Mr. Hawthorne, a former architectural critic for The Los Angeles Times, has been thinking for years about the city’s public spaces and the lack of shade as a measure of inequality. When he talks about the subject, he likes to invoke the title of a 1942 book of short stories about Los Angeles by the writer Timothy Turner: “Turn Off the Sunshine.”

“We can all relate to that title today,” he said, at the recent event where Mr. Garcetti appeared. “There are times all of us in Los Angeles wish we could turn off the sunshine, and there are more and more of those days every year as a result of climate change.”

In an interview, Mr. Hawthorne said, “We have pockets of beautiful urban design and beautiful stretches of shade, but it’s definitely fair to say that it has not been distributed in an equitable way.”

Angelenos high on the income ladder go everywhere in air-conditioned cars, leaving the city’s buses and baking sidewalks largely to those on the lower economic rungs. Citing the impact of climate change, Mr. Hawthorne said: “This city is noticeably less hospitable to pedestrians now than it was when I got here in 2004. So 15 years has changed this conversation.” Mr. Hawthorne has been leading the effort to bring shade to nearly 750 bus stops, utilizing data that overlays the hottest areas of the city with the locations of the busiest bus stops.

Researchers at U.C.L.A. have forecast that Los Angeles is likely to see a sharp increase in the number of days of extreme heat — defined as 95 degrees or higher. Downtown Los Angeles currently experiences about seven days of extreme heat per year, but that figure could rise to 22 by 2050 and to more than 50 days by the end of the century, according to forecasts. (Of course, temperatures don’t need to soar above 95 degrees for a lack of shade to be a burden on the city’s poor.)

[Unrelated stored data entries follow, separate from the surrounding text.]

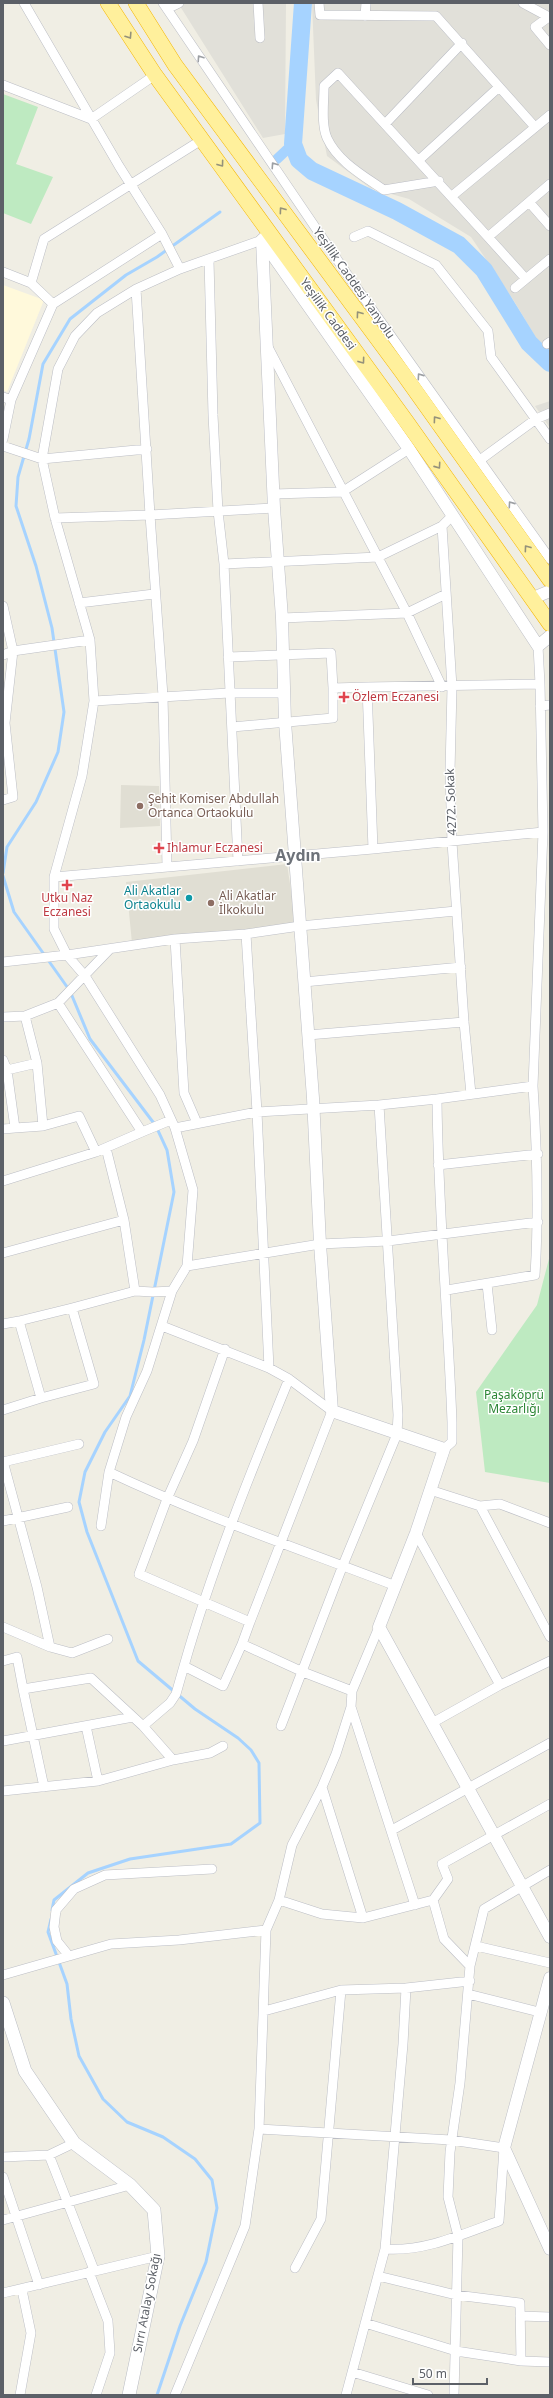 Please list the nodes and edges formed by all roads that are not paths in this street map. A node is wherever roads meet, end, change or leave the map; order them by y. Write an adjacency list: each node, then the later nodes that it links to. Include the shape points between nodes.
1 (24, 3): 19 (street)
2 (108, 3): 15 (highway, Yeşillik Caddesi, one-way to 15)
3 (136, 3): 66 (highway, Yeşillik Caddesi, one-way to 3, via 402,372 175,65)
4 (179, 3): 9 (street)
5 (258, 3): 12 (street)
6 (319, 3): 10 (street, via 320,15)
7 (366, 3): 10 (street)
8 (523, 3): 11 (street)
9 (165, 6): 53 (street, Yeşillik Caddesi Yanyolu, one-way to 9, via 349,277)
10 (365, 16): 13 (street, via 436,16)
11 (549, 17): 14 (street, via 536,27)
12 (260, 38)
13 (462, 43): 17 (street); 20 (street)
14 (550, 44)
15 (155, 75): 19 (street); 22 (highway, Yeşillik Caddesi)
16 (3, 85): 19 (street)
17 (499, 87): 21 (street); 23 (street)
18 (550, 115): 21 (street)
19 (91, 119): 25 (street)
20 (385, 124): 23 (street); 24 (street, via 338,73 324,86 324,125 327,138 346,163 384,190)
21 (535, 127): 27 (street)
22 (203, 139): 25 (street); 31 (highway, Yeşillik Caddesi, one-way to 31)
23 (419, 160): 24 (street)
24 (439, 181): 27 (street)
25 (131, 183): 30 (street); 39 (street, via 44,239)
26 (550, 184): 28 (street)
27 (452, 196): 33 (street)
28 (530, 202): 29 (street); 33 (street)
29 (550, 226)
30 (162, 234): 36 (street); 42 (street)
31 (266, 236): 34 (street); 43 (street); 51 (street); 70 (highway, Yeşillik Caddesi, one-way to 70)
32 (354, 237): 46 (street, via 368,230 436,265 488,331 491,357)
33 (488, 237): 38 (street)
34 (208, 260): 36 (street); 57 (street)
35 (548, 264): 38 (street)
36 (180, 269): 41 (street)
37 (3, 272): 39 (street)
38 (526, 279): 40 (street)
39 (32, 283): 42 (street)
40 (515, 288)
41 (136, 289): 50 (street); 52 (street, via 97,313 75,336 58,369)
42 (53, 304): 44 (street)
43 (266, 344): 54 (street); 55 (street)
44 (7, 398): 47 (street)
45 (550, 413): 46 (street)
46 (536, 419): 48 (street); 53 (street)
47 (3, 439)
48 (550, 439)
49 (3, 446): 52 (street)
50 (147, 449): 52 (street); 58 (street)
51 (409, 449): 54 (street); 59 (street)
52 (42, 459): 60 (street)
53 (480, 460): 63 (street, Yeşillik Caddesi Yanyolu, one-way to 53)
54 (342, 492): 55 (street); 62 (street)
55 (273, 494): 56 (street)
56 (274, 508): 57 (street); 64 (street)
57 (218, 511): 58 (street); 65 (street)
58 (150, 515): 60 (street); 68 (street)
59 (453, 515): 61 (street); 78 (street)
60 (55, 518): 71 (street)
61 (442, 526): 62 (street); 69 (street, 4272. Sokak)
62 (378, 557): 64 (street); 73 (street)
63 (550, 559)
64 (278, 562): 65 (street); 74 (street)
65 (224, 564): 82 (street)
66 (550, 580)
67 (550, 591): 70 (street)
68 (154, 594): 71 (street); 90 (street)
69 (446, 594): 73 (street); 86 (street, 4272. Sokak)
70 (533, 598): 75 (highway, Yeşillik Caddesi)
71 (79, 603): 77 (street)
72 (3, 606): 79 (street)
73 (407, 613): 74 (street); 85 (street)
74 (282, 618): 80 (street)
75 (550, 624)
76 (550, 636): 78 (street)
77 (90, 640): 79 (street); 91 (street)
78 (538, 646): 83 (street)
79 (13, 651): 81 (street); 95 (street)
80 (283, 654): 82 (street); 87 (street, via 331,653); 89 (street)
81 (3, 655)
82 (228, 657): 88 (street)
83 (540, 684): 86 (street); 93 (street)
84 (367, 687): 85 (street); 87 (street); 100 (street)
85 (442, 687): 86 (street)
86 (452, 687): 99 (street, 4272. Sokak)
87 (333, 688): 94 (street, via 333,718)
88 (229, 693): 89 (street); 90 (street); 96 (street)
89 (284, 693): 94 (street)
90 (163, 696): 91 (street); 103 (street)
91 (94, 701): 104 (street, via 82,776)
92 (550, 705): 93 (street)
93 (540, 706): 98 (street)
94 (285, 722): 96 (street); 101 (street)
95 (4, 723): 97 (street, via 13,797)
96 (232, 726): 102 (street)
97 (3, 800)
98 (543, 832): 99 (street); 123 (street)
99 (452, 842): 100 (street); 105 (street, 4272. Sokak)
100 (373, 849): 101 (street)
101 (296, 854): 102 (street); 106 (street)
102 (238, 861): 103 (street)
103 (167, 866): 104 (street)
104 (54, 877): 110 (street, via 54,929)
105 (456, 912): 106 (street); 112 (street, 4272. Sokak)
106 (300, 926): 107 (street); 114 (street)
107 (246, 934): 108 (street); 128 (street)
108 (175, 939): 109 (street); 129 (street, via 184,1092)
109 (109, 950): 110 (street); 113 (street)
110 (67, 956): 111 (street); 113 (street)
111 (3, 962)
112 (461, 966): 114 (street); 118 (street, 4272. Sokak)
113 (85, 976): 115 (street); 130 (street, via 160,1095)
114 (304, 982): 119 (street)
115 (58, 1003): 116 (street); 134 (street)
116 (24, 1016): 117 (street); 121 (street)
117 (3, 1017)
118 (464, 1022): 119 (street); 124 (street, 4272. Sokak)
119 (308, 1035): 127 (street)
120 (3, 1060): 122 (street)
121 (37, 1063): 122 (street); 131 (street)
122 (5, 1070): 132 (street)
123 (533, 1086): 124 (street); 137 (street)
124 (471, 1094): 125 (street)
125 (437, 1099): 126 (street); 138 (street)
126 (379, 1105): 127 (street); 143 (street)
127 (314, 1108): 128 (street); 144 (street)
128 (257, 1112): 129 (street); 145 (street)
129 (197, 1123): 130 (street)
130 (173, 1124): 134 (street); 147 (street, via 193,1190)
131 (43, 1126): 132 (street); 136 (street, via 79,1116)
132 (15, 1128): 133 (street)
133 (3, 1129)
134 (142, 1132): 135 (street)
135 (106, 1148): 136 (street); 140 (street)
136 (96, 1152): 139 (street)
137 (538, 1154): 138 (street); 141 (street)
138 (438, 1165): 142 (street)
139 (3, 1181)
140 (124, 1220): 146 (street); 150 (street)
141 (538, 1222): 142 (street); 148 (street, via 535,1275)
142 (442, 1234): 143 (street); 149 (street)
143 (388, 1242): 144 (street); 163 (street)
144 (320, 1244): 145 (street); 162 (street)
145 (264, 1252): 147 (street); 158 (street)
146 (3, 1253)
147 (187, 1266): 151 (street)
148 (487, 1284): 149 (street); 156 (street)
149 (446, 1290): 165 (street, via 452,1442)
150 (135, 1291): 151 (street); 152 (street)
151 (172, 1291): 155 (street)
152 (72, 1308): 153 (street); 160 (street, via 94,1384)
153 (19, 1321): 154 (street); 160 (street)
154 (3, 1324)
155 (162, 1326): 157 (street); 167 (street, via 147,1371 126,1417)
156 (492, 1330)
157 (224, 1349): 158 (street); 169 (street, via 193,1441)
158 (269, 1368): 159 (street)
159 (289, 1379): 162 (street); 174 (street)
160 (41, 1398): 161 (street)
161 (3, 1410)
162 (332, 1411): 163 (street); 178 (street)
163 (397, 1434): 165 (street); 179 (street)
164 (79, 1444): 166 (street)
165 (444, 1449): 168 (street)
166 (3, 1462): 172 (street)
167 (108, 1472): 169 (street); 176 (street)
168 (430, 1490): 170 (street); 177 (street)
169 (167, 1499): 174 (street); 181 (street, via 139,1574)
170 (480, 1506): 175 (street, via 500,1504); 185 (street)
171 (68, 1507): 172 (street)
172 (17, 1516): 173 (street); 188 (street, via 37,1587)
173 (3, 1521)
174 (231, 1522): 178 (street); 181 (street)
175 (550, 1523)
176 (101, 1526)
177 (416, 1533): 180 (street); 193 (street)
178 (281, 1542): 179 (street); 182 (street)
179 (343, 1565): 180 (street); 192 (street)
180 (396, 1586): 184 (street)
181 (202, 1602): 182 (street); 191 (street)
182 (250, 1622): 187 (street)
183 (3, 1627): 188 (street)
184 (378, 1628): 195 (street); 198 (street)
185 (550, 1637)
186 (108, 1639): 188 (street, via 72,1653)
187 (242, 1644): 191 (street, via 223,1686); 192 (street)
188 (50, 1647)
189 (3, 1661): 194 (street, via 17,1657)
190 (550, 1661): 193 (street)
191 (184, 1666): 200 (street, via 176,1694 170,1703)
192 (303, 1672): 195 (street); 201 (street)
193 (500, 1684): 198 (street)
194 (23, 1690): 197 (street, via 91,1678); 202 (street)
195 (352, 1691): 196 (street)
196 (351, 1707): 209 (street); 213 (street)
197 (134, 1717): 199 (street); 200 (street)
198 (432, 1723): 210 (street)
199 (86, 1726): 202 (street); 207 (street)
200 (143, 1726): 206 (street)
201 (281, 1726)
202 (34, 1736): 203 (street); 208 (street)
203 (3, 1741)
204 (550, 1743): 210 (street)
205 (223, 1746): 206 (street, via 210,1753)
206 (173, 1760): 207 (street)
207 (98, 1781): 208 (street)
208 (44, 1787): 211 (street)
209 (322, 1787): 218 (street, via 292,1845); 221 (street)
210 (468, 1790): 213 (street); 214 (street)
211 (3, 1791)
212 (550, 1804): 214 (street)
213 (392, 1830): 220 (street)
214 (494, 1837): 217 (street); 219 (street, via 442,1864 448,1879)
215 (212, 1869): 225 (street, via 105,1875 74,1889 56,1910 54,1927 57,1941)
216 (550, 1870): 217 (street)
217 (523, 1887): 223 (street); 224 (street, via 484,1909)
218 (279, 1900): 221 (street, via 322,1914); 222 (street)
219 (433, 1900): 220 (street); 227 (street, via 444,1939)
220 (415, 1905): 221 (street)
221 (363, 1918)
222 (266, 1930): 225 (street, via 179,1940 111,1944); 235 (street)
223 (550, 1937)
224 (476, 1946): 226 (street); 227 (street)
225 (69, 1956): 228 (street)
226 (550, 1963)
227 (470, 1966): 230 (street)
228 (3, 1975)
229 (550, 1978): 236 (street)
230 (470, 1981): 231 (street); 233 (street)
231 (406, 1988): 232 (street); 239 (street, via 404,2044)
232 (341, 1990): 235 (street); 238 (street)
233 (468, 1994): 236 (street); 240 (street, via 460,2083)
234 (3, 2003): 241 (main road, Sırrı Atalay Sokağı, via 25,2071)
235 (264, 2011): 237 (street)
236 (539, 2012): 242 (street)
237 (259, 2129): 238 (street); 271 (street, via 244,2226)
238 (328, 2132): 239 (street); 254 (street, via 320,2219)
239 (395, 2137): 240 (street); 252 (street)
240 (451, 2140): 242 (street); 250 (street, via 448,2197)
241 (74, 2143): 243 (street); 246 (main road, Sırrı Atalay Sokağı)
242 (504, 2148): 250 (street, via 499,2221); 251 (street)
243 (49, 2155): 244 (street); 247 (street)
244 (3, 2157)
245 (3, 2177): 248 (street)
246 (130, 2185): 247 (street); 253 (main road, Sırrı Atalay Sokağı, via 154,2210)
247 (67, 2204): 248 (street); 255 (street)
248 (17, 2216): 249 (street); 257 (street)
249 (3, 2220)
250 (458, 2236): 252 (street, via 403,2251); 260 (street)
251 (550, 2249)
252 (385, 2250): 256 (street)
253 (158, 2256): 255 (street); 270 (main road, Sırrı Atalay Sokağı)
254 (295, 2268)
255 (91, 2271): 257 (street); 269 (street, via 108,2321 110,2353)
256 (378, 2276): 260 (street); 263 (street)
257 (39, 2285): 258 (street)
258 (22, 2290): 259 (street); 268 (street, via 31,2333)
259 (3, 2293)
260 (456, 2295): 261 (street, via 520,2303); 264 (street)
261 (520, 2316): 262 (street); 265 (street)
262 (550, 2317)
263 (365, 2323): 264 (street); 267 (street)
264 (456, 2351): 265 (street); 274 (street)
265 (521, 2361): 266 (street)
266 (550, 2362)
267 (352, 2372): 272 (street); 273 (street)
268 (20, 2395)
269 (96, 2395)
270 (129, 2395)
271 (175, 2395)
272 (346, 2395)
273 (428, 2395)
274 (454, 2395)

Like Mr. Hawthorne, Rachel Malarich, whom Mr. Garcetti hired earlier this year as Los Angeles’s first forestry officer, is trying to bring shade to the city’s underserved communities, particularly in South Los Angeles and East Los Angeles, by planting more trees.

“These communities should have access to the same resources other communities have,” she said. “I don’t want a bunch of small trees. We need to find spaces for big trees.”

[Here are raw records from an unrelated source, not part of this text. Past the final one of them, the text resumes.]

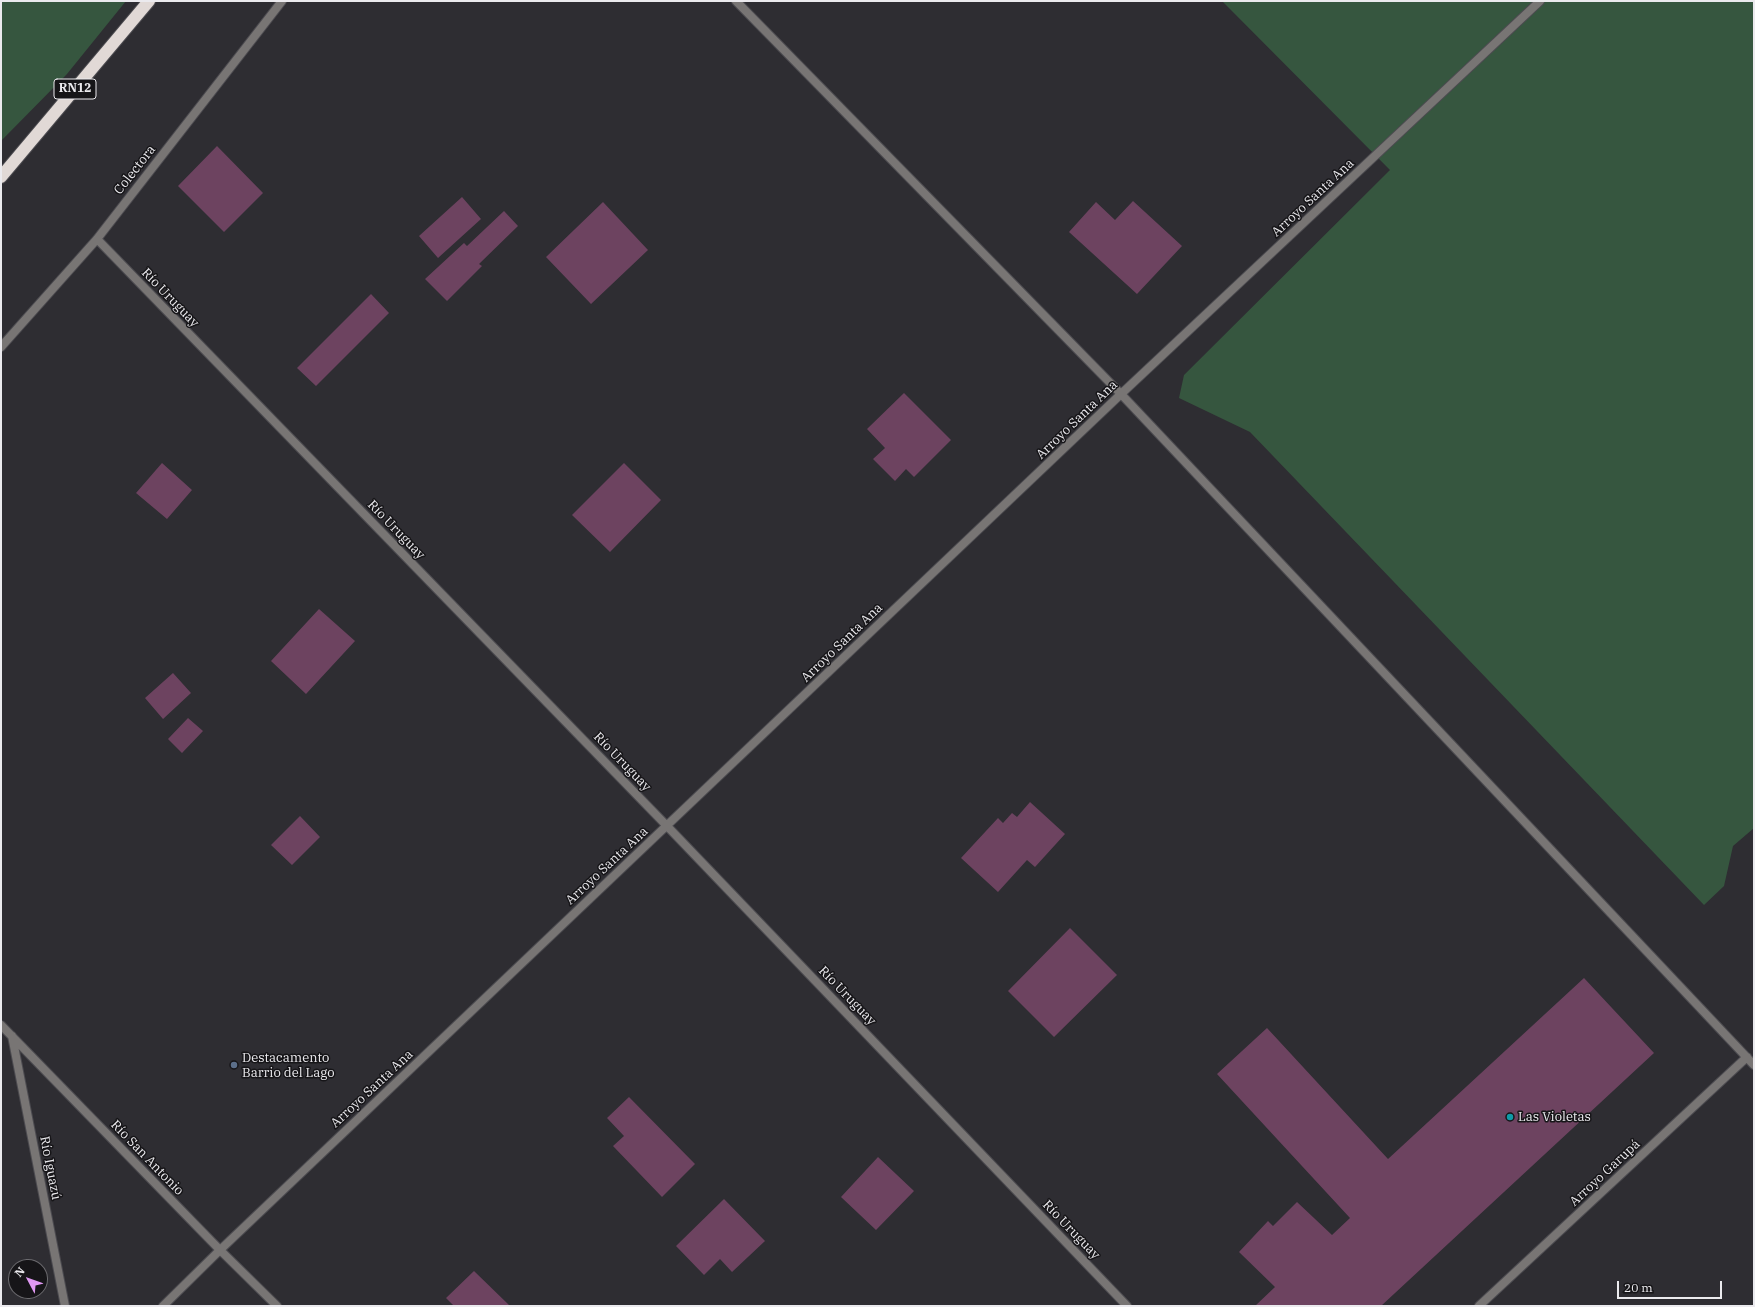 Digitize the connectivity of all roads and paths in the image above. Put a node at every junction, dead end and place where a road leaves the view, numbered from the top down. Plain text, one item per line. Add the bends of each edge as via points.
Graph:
1 (149, 1) edge
2 (282, 1) edge
3 (736, 1) edge
4 (1540, 1) edge
5 (1, 177) edge
6 (97, 239) junction
7 (1, 347) edge
8 (1121, 394) junction
9 (668, 826) junction
10 (1, 1026) edge
11 (11, 1036) junction
12 (1747, 1057) junction
13 (1754, 1065) edge
14 (220, 1250) junction
15 (65, 1306) edge
16 (163, 1306) edge
17 (277, 1306) edge
18 (1127, 1306) edge
19 (1479, 1306) edge

1 - 5 highway, RN12
2 - 6 street, Colectora
3 - 8 street
4 - 8 street, Arroyo Santa Ana
6 - 7 street, Colectora
6 - 9 street, Río Uruguay
8 - 9 street, Arroyo Santa Ana
8 - 12 street
9 - 14 street, Arroyo Santa Ana
9 - 18 street, Río Uruguay
10 - 11 street, Río San Antonio
11 - 14 street, Río San Antonio
11 - 15 street, Río Iguazú
12 - 13 street
12 - 19 street, Arroyo Garupá
14 - 16 street, Arroyo Santa Ana
14 - 17 street, Río San Antonio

Still, in some communities that have historically been neglected by the city, new trees can be a tough sell. Residents complain that the city has planted trees in the past and then failed to trim them, creating neighborhood hazards and causing injuries.

The lack of trees in some poorer communities is also connected to a history of abusive policing. For years, the city kept tree growth to a minimum in some neighborhoods because police officers were worried that trees could be places to stash drugs and guns.

In an interview, Ms. Malarich showed a map of the city’s tree canopy. Wealthy areas of West Los Angeles and the Los Feliz neighborhood are dark green, with a tree canopy of more than 35 percent. South Los Angeles, by contrast, is shaded lightly, with just 10 percent to 12 percent tree cover.

Ms. Malarich said trees are also a public health issue, citing studies showing that more trees in a community correlates with lower asthma rates, reduced hospital visits during heat waves and improved mental health. “All our communities should have access to those benefits,” she said.

Los Angeles, with its many different climate zones, can host countless types of trees, Ms. Malarich said, and she is drawing on several books and resources, such as “A Californian’s Guide to the Trees Among Us,” to decide which trees to plant and where.

Deploying an umbrella against the sun, not the rain, in MacArthur Park. Waiting to see a comedy show in MacArthur Park as the sun beats down.

And what about Los Angeles’s famous palm trees, which are essential to the city’s image of itself but do not provide much cover? There may be fewer of them in the future, she said, because as some palm trees reach the end of their life cycle, they may not be replaced.

Still, “palm trees are important for culturally significant spaces,” she said.

The attention given to creating more shade is part of a broader effort by Los Angeles, Mr. Hawthorne said, to “draw people back to the public realm,” in a city famously attached to the automobile.

“If we can’t turn off the sunshine, at least we can find respite and refuge, and a sense that the city increasingly is designed for all of us,” he said.